Happily, I was not the only confused listener. From your comments:

• "Whoa, all this time I thought it was 'rises like an empress....' Hmmm." --Kristen
• "Oh my God. Kilimanjaro rises 'like Olympus'? I always thought it rose 'like a leopard!' What a disappointment." --Lori
• "I always thought it was 'like a leopress'... isn't that a female leopard, and doesn't that make more sense?" --Rick
• And from a different part of the song, Sue confesses "Growing up my sister and I always sang Toto's "Africa" as ' I left my brains down in Africa,' rather than 'I bless the rains down in Africa.'"

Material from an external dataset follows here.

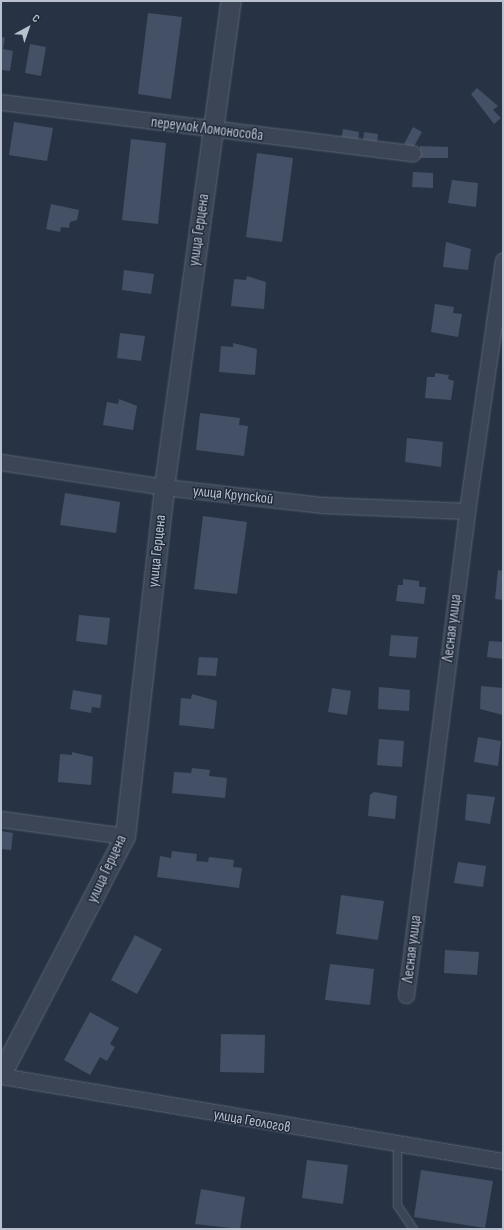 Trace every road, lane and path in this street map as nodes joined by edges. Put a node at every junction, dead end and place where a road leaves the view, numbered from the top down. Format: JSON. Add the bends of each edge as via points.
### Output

Another song that came up often: Prince's "Little Red Corvette." Now for this one, I thought the title alone would give it away, but here are some of the versions you heard:

• "My sister used to sing 'Pay the rent, Colette' instead of 'Little Red Corvette' whenever the Prince song came on the radio. She's grown now, with daughters of her own, and they think that is the funniest thing in the world!" -- Jen
• "My brother swore it was 'pay the rent collect' which even he admitted didn't make sense." --Rob
• My mom, when she was young, used to think 'Little Red Corvette" was 'pay the rent or else.' " --Des
• When I was a kid, I always thought Prince's 'Little Red Corvette' was 'Live in Corvette.' " --Julie
• "When Prince would sing 'Little Red Corvette,' I always thought it was 'Livin' in Quebec.' I think I was around 19 when I realized I was wrong." --Tiffany

My daughter has always had a problem with the chorus of "Africa" by Toto. Instead of "There's nothing that a hundred men or more could ever do" she hears "There's nothing that a hundred men FROM MARS can ever do."

When I was I kid I thought the line from Nine Inch Nails "Down in It" was "I was a muppet now I'm doubted". The line is really "I was up above it now I'm down in it". Yeah, I know. At the time it made sense.

For years I thought it was "Secret Asian Man" until a few of my friends laughed outloud when they heard me singing it!!! I still think it sounds more like that than "Secret Agent Man." He slurrs.

Here's one that made me cry laughing... I remember sitting listening to Elton John's new album and wondering how in the world someone could get away with singing "Someone saved my life tonight.. s**t the bed". We STILL sing it that way and it never ceases to make me howl.

I was married to a musician and he continually got angry over my misheard lyrics. The one that sticks into my head to this day is from The Eagles Hotel California when the "warm smell of policemen, rise up in the air."

My sister always thought "Rock the Casbah" was "F**K the Catwalk" she used to sing it as a kid and got in big trouble at school!